Stored data:

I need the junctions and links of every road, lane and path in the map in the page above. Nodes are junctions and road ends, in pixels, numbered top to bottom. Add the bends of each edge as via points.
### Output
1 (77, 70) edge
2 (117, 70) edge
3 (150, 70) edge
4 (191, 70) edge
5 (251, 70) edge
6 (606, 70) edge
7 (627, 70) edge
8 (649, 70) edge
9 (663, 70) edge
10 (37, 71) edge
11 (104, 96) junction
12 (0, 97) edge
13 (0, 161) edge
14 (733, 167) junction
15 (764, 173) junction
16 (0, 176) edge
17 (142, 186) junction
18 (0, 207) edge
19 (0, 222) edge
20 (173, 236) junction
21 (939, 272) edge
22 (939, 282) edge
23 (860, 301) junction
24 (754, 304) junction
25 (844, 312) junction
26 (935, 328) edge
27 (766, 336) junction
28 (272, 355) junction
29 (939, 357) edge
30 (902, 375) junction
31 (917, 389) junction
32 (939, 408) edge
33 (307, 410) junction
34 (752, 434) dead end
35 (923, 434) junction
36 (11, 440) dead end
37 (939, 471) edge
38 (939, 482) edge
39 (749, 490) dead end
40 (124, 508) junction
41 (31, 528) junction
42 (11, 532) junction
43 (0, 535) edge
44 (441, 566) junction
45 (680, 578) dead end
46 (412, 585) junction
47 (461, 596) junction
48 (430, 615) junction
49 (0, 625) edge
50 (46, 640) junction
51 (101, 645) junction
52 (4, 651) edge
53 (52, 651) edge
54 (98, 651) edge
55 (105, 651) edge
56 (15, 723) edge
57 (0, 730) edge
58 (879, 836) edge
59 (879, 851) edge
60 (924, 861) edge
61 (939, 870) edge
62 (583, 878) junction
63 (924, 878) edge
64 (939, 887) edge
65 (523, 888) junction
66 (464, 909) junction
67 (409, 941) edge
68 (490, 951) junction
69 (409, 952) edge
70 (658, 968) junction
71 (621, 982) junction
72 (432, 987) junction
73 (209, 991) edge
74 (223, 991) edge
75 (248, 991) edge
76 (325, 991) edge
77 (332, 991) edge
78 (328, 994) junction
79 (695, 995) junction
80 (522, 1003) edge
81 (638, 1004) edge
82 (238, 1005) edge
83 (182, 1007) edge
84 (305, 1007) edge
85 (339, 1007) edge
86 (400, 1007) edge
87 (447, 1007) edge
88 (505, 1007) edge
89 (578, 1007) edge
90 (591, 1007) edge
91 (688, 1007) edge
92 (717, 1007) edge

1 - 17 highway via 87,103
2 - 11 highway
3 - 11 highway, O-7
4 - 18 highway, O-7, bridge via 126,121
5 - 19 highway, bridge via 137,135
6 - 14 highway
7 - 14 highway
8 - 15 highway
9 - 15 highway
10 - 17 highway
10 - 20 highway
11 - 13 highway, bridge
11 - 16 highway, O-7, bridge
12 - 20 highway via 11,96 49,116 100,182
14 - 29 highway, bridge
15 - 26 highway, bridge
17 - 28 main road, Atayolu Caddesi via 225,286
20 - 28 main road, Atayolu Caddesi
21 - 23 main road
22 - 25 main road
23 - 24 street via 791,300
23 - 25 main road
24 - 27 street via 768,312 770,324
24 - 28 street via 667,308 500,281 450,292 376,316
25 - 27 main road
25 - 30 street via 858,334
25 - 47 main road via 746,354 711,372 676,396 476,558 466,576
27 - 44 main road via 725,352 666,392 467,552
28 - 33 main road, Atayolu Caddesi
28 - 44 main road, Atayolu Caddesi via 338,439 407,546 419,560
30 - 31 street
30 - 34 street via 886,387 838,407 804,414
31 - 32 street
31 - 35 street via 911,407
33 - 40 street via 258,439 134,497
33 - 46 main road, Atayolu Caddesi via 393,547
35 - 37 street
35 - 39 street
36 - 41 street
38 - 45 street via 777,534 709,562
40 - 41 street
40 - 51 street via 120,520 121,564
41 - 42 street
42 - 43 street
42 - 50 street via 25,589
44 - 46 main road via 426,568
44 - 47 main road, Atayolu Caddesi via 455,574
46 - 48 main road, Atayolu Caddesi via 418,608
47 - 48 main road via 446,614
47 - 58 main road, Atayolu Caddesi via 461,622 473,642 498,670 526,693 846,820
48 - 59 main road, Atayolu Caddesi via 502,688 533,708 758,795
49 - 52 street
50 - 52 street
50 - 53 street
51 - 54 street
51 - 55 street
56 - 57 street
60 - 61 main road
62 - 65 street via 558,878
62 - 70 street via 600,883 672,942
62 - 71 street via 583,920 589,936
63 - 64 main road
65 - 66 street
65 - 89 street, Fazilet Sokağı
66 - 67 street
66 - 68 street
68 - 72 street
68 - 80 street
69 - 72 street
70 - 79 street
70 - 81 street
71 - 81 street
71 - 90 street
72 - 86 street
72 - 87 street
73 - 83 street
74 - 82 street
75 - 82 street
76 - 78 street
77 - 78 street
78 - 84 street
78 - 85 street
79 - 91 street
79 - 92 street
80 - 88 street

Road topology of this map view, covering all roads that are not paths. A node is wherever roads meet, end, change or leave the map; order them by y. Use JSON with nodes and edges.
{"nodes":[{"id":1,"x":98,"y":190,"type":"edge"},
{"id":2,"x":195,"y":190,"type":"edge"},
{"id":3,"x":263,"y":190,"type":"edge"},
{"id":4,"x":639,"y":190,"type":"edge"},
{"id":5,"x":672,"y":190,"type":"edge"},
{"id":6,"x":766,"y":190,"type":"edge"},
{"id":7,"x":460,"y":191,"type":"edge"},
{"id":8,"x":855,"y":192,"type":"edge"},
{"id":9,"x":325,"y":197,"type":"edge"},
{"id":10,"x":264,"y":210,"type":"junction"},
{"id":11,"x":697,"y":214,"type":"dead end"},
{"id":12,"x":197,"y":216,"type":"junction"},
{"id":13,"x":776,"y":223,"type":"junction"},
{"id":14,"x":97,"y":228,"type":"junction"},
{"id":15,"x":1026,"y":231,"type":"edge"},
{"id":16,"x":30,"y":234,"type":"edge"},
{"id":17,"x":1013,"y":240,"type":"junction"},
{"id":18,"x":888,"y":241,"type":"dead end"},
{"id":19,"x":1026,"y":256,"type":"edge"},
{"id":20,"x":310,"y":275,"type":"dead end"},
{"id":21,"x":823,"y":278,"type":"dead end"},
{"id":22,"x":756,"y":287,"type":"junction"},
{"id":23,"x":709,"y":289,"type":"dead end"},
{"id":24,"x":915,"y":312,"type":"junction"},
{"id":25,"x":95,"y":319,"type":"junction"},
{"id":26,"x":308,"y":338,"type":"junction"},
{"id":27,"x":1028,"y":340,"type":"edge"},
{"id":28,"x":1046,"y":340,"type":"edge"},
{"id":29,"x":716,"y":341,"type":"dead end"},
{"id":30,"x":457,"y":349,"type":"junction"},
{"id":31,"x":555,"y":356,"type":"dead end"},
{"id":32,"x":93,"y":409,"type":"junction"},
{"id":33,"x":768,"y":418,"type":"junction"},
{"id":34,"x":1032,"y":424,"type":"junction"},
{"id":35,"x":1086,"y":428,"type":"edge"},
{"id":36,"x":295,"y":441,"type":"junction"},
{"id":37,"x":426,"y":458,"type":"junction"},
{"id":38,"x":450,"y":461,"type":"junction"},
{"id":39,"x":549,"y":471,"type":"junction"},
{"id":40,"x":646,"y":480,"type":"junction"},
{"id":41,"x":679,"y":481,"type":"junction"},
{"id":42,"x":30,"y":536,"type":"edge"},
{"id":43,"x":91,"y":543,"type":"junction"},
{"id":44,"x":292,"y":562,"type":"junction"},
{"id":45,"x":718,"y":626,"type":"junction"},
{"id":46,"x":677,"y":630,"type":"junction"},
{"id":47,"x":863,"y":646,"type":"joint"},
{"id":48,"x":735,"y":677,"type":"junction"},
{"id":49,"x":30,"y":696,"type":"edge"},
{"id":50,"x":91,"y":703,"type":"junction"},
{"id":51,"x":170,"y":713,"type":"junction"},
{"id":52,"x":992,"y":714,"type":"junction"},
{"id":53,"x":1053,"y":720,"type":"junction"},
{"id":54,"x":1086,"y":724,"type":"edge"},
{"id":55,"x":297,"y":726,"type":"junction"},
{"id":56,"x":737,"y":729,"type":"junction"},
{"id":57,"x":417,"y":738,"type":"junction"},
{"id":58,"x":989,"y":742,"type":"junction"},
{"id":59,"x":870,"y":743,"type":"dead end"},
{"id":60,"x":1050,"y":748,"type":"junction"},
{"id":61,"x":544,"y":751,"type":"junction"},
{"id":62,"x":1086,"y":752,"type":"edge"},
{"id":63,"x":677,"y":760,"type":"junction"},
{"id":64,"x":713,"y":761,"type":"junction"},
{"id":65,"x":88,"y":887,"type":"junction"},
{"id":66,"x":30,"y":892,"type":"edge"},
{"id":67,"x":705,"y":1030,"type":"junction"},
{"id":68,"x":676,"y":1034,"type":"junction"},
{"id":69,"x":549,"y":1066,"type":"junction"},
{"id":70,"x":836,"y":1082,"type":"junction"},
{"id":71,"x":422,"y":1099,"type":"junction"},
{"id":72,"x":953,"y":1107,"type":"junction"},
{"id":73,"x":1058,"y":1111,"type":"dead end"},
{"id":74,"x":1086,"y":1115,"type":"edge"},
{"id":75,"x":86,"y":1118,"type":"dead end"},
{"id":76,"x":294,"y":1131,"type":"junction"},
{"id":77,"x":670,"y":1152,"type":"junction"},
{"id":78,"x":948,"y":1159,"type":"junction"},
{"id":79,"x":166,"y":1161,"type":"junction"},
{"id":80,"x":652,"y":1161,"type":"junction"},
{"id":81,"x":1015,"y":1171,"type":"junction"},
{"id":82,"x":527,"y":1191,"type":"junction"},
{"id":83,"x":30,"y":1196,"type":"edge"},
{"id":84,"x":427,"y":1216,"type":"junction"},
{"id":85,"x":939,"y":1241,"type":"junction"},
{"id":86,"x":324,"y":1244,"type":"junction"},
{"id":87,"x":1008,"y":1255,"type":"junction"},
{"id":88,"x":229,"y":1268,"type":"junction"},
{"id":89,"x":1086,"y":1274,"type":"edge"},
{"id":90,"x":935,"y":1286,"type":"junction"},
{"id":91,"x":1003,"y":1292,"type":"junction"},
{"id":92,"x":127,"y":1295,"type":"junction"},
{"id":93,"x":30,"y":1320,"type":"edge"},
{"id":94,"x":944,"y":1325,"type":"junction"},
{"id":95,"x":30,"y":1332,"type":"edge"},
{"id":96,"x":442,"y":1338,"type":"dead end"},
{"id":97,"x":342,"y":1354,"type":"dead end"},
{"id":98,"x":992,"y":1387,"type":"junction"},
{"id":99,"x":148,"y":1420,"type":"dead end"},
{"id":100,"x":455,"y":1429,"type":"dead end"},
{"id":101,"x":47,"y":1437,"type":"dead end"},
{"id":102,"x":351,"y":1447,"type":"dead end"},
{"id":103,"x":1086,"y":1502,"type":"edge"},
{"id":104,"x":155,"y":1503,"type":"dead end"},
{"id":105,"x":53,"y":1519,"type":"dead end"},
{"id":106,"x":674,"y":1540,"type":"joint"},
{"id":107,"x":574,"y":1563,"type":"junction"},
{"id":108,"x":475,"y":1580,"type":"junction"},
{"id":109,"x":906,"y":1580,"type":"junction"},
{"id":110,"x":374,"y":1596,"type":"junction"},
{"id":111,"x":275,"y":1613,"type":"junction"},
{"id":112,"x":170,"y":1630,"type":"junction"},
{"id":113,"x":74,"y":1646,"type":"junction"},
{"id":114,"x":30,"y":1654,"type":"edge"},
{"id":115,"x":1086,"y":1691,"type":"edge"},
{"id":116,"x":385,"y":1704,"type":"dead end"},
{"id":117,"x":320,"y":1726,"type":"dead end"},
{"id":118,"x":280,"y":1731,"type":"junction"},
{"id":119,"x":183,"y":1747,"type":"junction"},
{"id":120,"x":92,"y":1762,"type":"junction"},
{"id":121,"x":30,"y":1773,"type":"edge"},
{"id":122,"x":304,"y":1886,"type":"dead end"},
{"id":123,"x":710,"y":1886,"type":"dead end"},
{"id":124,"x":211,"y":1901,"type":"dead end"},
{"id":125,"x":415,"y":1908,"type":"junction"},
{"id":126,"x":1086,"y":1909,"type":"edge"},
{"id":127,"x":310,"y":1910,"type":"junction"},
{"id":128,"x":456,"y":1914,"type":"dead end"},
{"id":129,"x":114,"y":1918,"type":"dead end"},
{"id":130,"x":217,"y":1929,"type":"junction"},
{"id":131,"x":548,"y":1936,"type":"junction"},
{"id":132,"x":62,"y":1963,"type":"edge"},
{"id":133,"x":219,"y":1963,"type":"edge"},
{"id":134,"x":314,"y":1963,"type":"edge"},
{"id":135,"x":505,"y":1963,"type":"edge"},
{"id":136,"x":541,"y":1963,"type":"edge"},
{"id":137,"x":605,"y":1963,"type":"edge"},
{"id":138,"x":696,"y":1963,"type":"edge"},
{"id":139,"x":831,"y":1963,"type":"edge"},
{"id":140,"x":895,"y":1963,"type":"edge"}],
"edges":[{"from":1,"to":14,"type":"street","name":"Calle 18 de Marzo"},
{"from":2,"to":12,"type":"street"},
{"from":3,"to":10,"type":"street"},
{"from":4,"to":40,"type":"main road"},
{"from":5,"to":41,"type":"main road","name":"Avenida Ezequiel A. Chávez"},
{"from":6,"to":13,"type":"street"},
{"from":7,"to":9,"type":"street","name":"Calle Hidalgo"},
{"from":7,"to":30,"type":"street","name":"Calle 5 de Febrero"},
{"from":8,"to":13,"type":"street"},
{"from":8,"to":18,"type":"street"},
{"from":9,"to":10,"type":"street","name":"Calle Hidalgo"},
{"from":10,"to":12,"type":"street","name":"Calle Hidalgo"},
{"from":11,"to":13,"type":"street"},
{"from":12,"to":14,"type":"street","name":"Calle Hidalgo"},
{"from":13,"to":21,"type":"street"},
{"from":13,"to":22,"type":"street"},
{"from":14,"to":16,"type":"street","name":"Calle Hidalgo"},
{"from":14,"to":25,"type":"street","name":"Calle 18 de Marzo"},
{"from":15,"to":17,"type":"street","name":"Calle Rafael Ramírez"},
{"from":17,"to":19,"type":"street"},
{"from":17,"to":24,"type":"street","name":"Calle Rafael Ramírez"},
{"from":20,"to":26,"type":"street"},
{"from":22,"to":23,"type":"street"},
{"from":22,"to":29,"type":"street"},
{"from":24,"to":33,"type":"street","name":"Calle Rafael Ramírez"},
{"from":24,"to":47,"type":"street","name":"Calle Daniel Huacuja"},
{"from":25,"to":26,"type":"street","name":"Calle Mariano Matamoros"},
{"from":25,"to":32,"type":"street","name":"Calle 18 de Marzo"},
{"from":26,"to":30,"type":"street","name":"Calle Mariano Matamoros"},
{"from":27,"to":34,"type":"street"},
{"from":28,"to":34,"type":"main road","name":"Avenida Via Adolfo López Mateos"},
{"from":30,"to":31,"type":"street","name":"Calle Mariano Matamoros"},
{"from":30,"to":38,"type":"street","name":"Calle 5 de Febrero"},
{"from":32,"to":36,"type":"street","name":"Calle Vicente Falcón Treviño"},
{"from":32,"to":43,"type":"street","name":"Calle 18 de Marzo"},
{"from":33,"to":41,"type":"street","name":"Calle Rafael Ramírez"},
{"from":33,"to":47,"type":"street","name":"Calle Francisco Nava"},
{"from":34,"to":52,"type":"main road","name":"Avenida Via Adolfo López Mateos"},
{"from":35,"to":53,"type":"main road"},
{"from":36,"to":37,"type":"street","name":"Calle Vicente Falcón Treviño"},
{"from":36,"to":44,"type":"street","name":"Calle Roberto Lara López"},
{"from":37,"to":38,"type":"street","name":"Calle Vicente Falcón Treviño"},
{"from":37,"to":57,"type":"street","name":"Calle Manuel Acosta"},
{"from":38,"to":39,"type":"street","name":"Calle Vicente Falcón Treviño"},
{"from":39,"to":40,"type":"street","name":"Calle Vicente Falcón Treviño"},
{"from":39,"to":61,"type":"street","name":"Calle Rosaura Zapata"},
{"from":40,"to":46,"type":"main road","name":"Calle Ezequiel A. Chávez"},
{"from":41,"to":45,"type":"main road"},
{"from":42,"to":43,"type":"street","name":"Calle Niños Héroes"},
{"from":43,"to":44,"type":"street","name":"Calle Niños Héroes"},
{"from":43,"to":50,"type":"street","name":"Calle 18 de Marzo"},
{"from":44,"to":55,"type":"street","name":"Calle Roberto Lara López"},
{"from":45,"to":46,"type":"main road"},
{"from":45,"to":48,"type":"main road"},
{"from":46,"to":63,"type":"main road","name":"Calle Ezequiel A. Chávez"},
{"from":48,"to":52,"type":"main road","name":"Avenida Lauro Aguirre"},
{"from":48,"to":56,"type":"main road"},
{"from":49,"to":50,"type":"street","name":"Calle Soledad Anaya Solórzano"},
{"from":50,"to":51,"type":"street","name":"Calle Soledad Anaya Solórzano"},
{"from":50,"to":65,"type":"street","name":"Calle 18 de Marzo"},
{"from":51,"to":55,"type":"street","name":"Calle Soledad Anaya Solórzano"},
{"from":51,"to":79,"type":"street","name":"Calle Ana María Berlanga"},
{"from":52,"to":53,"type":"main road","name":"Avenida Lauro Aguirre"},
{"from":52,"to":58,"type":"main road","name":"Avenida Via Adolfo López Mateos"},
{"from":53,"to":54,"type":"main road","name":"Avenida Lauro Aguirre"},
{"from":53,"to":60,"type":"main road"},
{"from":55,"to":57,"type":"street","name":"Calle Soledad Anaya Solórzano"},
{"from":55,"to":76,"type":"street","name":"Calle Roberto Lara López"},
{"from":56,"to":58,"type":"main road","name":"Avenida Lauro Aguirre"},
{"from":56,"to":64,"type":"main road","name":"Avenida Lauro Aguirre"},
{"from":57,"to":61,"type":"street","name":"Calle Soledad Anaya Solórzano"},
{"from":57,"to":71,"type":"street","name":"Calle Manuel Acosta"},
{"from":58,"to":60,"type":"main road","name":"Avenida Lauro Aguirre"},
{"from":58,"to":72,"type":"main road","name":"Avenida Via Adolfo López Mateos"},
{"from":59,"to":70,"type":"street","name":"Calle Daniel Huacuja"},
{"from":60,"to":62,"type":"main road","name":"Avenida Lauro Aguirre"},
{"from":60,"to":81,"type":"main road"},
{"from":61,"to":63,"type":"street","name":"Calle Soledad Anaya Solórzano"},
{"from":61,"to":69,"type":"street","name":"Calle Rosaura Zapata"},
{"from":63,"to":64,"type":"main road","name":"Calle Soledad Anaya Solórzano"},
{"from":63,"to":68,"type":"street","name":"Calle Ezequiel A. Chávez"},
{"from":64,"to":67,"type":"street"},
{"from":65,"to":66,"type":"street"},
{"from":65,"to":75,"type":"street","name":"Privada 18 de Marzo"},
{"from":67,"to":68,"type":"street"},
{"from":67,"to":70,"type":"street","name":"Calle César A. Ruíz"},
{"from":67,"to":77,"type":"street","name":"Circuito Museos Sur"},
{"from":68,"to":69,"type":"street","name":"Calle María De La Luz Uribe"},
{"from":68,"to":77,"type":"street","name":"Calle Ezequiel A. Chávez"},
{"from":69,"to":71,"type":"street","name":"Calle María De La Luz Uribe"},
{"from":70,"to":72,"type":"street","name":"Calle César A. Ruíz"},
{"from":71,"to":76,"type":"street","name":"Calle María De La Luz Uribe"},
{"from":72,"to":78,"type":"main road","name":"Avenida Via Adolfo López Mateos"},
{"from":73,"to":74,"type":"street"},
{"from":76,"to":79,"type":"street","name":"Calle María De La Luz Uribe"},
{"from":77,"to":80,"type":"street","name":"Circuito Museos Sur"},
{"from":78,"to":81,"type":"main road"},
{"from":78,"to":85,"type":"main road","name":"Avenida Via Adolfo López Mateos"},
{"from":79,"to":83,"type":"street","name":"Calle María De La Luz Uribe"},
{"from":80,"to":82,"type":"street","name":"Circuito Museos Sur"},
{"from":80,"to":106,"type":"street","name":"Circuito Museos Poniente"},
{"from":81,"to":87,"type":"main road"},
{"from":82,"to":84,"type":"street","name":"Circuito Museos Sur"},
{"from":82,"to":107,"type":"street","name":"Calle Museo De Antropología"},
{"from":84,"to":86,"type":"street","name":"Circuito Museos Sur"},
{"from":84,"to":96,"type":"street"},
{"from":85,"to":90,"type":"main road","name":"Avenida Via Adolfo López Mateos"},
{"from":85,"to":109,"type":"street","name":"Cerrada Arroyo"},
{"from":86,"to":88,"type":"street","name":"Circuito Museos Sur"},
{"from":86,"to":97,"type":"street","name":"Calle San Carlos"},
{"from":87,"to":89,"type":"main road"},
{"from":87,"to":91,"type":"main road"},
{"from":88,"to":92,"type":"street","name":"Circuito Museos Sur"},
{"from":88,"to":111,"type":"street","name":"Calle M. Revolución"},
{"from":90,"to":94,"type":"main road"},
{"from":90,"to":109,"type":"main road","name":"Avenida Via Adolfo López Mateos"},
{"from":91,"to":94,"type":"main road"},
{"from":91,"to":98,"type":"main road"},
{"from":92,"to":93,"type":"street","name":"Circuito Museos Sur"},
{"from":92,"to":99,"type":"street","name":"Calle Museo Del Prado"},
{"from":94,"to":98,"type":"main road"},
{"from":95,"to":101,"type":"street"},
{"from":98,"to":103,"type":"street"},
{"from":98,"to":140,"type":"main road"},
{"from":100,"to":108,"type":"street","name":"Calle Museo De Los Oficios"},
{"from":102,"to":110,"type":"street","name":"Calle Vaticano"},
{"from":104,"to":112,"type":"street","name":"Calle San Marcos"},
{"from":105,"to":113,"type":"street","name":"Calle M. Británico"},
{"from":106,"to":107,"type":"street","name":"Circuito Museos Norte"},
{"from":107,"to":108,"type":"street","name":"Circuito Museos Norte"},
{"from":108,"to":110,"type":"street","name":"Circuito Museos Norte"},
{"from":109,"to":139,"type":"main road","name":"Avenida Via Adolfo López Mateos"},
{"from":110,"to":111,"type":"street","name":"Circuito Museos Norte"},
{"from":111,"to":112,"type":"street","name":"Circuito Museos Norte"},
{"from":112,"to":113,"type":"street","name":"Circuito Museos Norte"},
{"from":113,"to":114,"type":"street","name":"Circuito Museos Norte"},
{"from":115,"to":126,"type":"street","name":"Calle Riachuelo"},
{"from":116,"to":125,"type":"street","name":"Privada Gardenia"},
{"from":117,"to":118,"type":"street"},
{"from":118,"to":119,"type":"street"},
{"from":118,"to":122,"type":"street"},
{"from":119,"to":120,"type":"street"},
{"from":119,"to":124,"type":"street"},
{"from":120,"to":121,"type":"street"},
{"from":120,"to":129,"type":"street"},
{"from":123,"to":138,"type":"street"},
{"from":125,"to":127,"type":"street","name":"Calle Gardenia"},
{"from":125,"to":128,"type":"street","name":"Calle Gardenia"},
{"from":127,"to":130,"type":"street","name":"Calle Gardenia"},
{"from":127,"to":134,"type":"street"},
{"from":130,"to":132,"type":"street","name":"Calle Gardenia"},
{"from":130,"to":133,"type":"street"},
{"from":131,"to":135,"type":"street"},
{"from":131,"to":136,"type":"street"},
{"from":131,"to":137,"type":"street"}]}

EXERCISE:
From the data above, copy every line where "Atayolu" appears.

RESPONSE:
17 - 28 main road, Atayolu Caddesi via 225,286
20 - 28 main road, Atayolu Caddesi
28 - 33 main road, Atayolu Caddesi
28 - 44 main road, Atayolu Caddesi via 338,439 407,546 419,560
33 - 46 main road, Atayolu Caddesi via 393,547
44 - 47 main road, Atayolu Caddesi via 455,574
46 - 48 main road, Atayolu Caddesi via 418,608
47 - 58 main road, Atayolu Caddesi via 461,622 473,642 498,670 526,693 846,820
48 - 59 main road, Atayolu Caddesi via 502,688 533,708 758,795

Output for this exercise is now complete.